Pardonnez-moi, mais alors pourquoi avez-vous voté le rapport du petit groupe de langue allemande, écrit par Schönborn lui-même et approuvé par Walter Kasper ?
« Le Synode dit clairement que chaque évêque est responsable de ce chemin, afin d’amener les gens à la pleine grâce sacramentelle » répond le cardinal Müller à Il Foglio. « Cette interprétation existe, sans doute, mais je n’ai jamais changé ma position personnelle et subjective. Mais comme évêque et cardinal, je représentais là la doctrine de l’Église, que je connais dans ses développements fondamentaux partant du Concile de Trente à Gaudium et Spes, les deux lignes directrices. Cela est catholique, le reste appartient à d’autres croyances. Je ne comprends pas, explique-t-il, comment on peut faire concorder diverses interprétations théologiques et dogmatiques avec les paroles claires de Jésus et de Saint Paul. Les deux ont clarifié que l’on ne peut se marier une deuxième fois si le conjoint légitime est encore en vie ».
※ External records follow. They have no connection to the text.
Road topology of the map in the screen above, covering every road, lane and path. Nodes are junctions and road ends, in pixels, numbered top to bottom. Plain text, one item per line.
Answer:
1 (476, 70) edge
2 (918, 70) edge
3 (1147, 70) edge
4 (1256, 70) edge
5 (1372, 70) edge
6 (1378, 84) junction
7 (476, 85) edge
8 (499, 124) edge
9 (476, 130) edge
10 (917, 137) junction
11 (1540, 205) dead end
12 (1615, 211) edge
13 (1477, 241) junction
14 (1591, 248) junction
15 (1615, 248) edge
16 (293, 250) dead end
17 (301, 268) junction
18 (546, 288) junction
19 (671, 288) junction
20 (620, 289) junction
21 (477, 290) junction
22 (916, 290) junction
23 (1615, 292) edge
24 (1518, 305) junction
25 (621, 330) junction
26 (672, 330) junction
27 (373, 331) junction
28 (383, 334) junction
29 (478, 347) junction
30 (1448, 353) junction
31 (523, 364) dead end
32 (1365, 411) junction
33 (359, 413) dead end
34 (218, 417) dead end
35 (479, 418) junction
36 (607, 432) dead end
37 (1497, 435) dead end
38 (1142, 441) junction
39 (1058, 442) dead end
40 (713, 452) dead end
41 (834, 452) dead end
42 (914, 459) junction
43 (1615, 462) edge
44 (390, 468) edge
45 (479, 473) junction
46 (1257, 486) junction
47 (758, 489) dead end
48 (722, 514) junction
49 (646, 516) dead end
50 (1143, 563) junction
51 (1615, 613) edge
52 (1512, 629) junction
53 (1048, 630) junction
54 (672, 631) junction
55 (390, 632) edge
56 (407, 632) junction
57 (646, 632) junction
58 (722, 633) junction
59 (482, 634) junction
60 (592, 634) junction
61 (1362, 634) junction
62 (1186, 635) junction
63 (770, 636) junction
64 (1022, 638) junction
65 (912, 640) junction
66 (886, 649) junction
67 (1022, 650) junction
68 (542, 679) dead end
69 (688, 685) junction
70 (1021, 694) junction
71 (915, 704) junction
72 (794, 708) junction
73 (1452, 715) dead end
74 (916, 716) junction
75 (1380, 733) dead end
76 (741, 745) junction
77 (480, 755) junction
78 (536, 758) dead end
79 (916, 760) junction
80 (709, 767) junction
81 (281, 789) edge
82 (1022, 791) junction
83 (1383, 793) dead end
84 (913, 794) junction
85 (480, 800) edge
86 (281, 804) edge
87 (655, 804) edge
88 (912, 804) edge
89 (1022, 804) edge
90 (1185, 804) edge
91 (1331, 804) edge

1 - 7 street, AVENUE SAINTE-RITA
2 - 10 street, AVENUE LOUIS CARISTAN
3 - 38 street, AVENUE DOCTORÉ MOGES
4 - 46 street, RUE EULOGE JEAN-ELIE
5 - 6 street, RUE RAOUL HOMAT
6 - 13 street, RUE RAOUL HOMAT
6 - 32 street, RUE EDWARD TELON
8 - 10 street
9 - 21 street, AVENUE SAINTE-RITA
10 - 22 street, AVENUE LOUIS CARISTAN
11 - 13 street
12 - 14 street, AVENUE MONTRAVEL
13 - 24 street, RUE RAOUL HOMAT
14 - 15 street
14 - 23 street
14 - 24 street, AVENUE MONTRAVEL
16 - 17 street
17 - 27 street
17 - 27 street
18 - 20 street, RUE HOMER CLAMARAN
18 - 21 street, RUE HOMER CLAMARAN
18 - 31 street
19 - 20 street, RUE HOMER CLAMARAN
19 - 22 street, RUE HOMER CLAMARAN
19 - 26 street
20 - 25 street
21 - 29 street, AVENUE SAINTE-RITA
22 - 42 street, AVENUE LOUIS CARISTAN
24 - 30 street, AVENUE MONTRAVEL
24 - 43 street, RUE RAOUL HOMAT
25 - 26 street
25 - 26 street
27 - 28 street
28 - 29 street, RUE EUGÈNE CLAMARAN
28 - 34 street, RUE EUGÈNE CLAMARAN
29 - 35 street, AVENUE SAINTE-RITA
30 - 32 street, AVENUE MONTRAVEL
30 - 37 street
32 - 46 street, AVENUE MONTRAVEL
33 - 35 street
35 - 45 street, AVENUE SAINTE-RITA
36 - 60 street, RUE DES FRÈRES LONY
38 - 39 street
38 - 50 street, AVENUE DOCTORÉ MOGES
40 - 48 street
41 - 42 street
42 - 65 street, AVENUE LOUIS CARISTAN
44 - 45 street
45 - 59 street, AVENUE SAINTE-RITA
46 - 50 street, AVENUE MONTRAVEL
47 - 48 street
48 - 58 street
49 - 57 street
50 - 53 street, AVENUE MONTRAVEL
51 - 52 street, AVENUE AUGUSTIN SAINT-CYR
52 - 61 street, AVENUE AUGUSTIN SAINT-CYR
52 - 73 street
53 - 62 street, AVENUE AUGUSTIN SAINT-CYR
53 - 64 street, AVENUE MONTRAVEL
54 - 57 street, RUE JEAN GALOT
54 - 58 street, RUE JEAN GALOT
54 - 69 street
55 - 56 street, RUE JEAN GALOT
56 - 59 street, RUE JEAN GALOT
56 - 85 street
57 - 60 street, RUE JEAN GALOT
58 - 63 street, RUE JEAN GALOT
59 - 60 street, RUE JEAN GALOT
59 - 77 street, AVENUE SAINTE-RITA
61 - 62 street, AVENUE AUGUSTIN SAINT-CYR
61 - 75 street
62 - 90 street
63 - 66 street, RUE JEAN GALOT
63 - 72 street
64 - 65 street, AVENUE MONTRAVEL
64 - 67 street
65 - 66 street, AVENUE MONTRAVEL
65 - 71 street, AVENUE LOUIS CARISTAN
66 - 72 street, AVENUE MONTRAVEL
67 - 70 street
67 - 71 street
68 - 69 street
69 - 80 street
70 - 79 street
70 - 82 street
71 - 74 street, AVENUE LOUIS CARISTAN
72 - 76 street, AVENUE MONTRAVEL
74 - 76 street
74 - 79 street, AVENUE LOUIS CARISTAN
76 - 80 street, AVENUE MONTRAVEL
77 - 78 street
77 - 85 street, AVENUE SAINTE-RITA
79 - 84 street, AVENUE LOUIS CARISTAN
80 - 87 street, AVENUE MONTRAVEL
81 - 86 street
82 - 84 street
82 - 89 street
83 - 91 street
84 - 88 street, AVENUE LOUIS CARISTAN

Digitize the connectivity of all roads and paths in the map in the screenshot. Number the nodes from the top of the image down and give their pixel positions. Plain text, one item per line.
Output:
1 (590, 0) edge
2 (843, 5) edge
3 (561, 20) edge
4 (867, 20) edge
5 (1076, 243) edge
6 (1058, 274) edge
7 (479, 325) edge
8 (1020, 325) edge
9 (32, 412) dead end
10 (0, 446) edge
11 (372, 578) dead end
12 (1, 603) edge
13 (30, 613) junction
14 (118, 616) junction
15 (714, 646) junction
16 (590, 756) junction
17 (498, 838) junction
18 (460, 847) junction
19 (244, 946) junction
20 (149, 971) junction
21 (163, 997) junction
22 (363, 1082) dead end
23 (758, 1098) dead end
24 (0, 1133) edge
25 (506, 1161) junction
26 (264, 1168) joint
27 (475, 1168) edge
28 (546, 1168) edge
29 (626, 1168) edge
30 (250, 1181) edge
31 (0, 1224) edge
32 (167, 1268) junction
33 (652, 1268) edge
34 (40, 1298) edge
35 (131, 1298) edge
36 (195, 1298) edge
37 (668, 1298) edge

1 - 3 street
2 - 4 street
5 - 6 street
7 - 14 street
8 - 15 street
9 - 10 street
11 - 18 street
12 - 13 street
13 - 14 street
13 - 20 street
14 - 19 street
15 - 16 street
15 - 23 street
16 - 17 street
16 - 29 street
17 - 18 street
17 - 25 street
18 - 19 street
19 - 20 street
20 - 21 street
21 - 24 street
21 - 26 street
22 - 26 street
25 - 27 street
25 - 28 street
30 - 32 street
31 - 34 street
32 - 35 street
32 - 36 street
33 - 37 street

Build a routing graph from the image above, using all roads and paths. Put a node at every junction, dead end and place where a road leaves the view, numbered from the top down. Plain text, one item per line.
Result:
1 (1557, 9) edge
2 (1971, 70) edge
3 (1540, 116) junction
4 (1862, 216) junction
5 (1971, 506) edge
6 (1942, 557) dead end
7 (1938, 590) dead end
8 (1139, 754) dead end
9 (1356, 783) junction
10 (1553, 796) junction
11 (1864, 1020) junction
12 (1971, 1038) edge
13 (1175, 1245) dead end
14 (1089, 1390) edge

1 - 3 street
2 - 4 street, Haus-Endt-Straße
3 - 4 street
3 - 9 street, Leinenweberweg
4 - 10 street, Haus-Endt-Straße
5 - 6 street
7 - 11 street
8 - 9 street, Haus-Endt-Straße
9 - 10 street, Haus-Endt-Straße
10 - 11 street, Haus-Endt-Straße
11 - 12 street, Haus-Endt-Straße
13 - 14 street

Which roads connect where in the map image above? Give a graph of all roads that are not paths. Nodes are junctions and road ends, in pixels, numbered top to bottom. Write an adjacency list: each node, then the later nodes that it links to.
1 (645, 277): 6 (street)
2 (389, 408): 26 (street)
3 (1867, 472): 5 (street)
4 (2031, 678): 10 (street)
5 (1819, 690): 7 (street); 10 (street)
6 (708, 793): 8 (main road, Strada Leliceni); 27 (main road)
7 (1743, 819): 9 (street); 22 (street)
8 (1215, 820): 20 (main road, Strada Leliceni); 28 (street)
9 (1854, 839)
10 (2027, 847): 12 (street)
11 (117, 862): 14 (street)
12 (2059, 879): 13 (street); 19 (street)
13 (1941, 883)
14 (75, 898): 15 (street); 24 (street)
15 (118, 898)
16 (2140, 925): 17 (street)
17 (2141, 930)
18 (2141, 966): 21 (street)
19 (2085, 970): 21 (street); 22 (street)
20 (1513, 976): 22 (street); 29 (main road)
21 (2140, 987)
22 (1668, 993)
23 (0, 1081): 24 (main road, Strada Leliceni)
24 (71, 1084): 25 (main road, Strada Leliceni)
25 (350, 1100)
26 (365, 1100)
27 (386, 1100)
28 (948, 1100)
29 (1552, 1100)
Comprenez-vous les raisons qui ont amené les cardinaux Burke, Brandmüller, Caffarra et le défunt Meisner à présenter au Pape les cinq Dubia à propos de l’Exhortation ?
« Je ne comprends pas pourquoi une discussion calme et sereine n’a pas débuté. Je ne comprends pas où sont les obstacles. Pourquoi permettre seulement aux tensions d’émerger même publiquement ? Pourquoi ne pas organiser une réunion pour parler ouvertement de ces thèmes qui sont fondamentaux ? Jusqu’à présent, je n’ai entendu que des invectives et des insultes contre ces cardinaux. Mais ce n’est pas le ton, ni la manière d’aller de l’avant. Nous sommes tous frères dans la foi et je ne peux pas accepter de discours de catégories comme «ami du Pape » ou «ennemi du Pape ». Pour un cardinal, c’est absolument impossible d’être contre le Pape. Néanmoins, continue l’ancien préfet du Saint-Office, nous, les évêques, avons le droit, je dirais divin, de discuter librement. Je voudrais rappeler que lors du premier Concile tous les disciples ont parlé franchement, favorisant même des controverses. À la fin, Pierre a donné son explication dogmatique qui vaut pour toute l’Église. Mais seulement après, à la fin d’une longue discussion animée. Les conciles n’ont jamais été des rassemblements harmonieux ».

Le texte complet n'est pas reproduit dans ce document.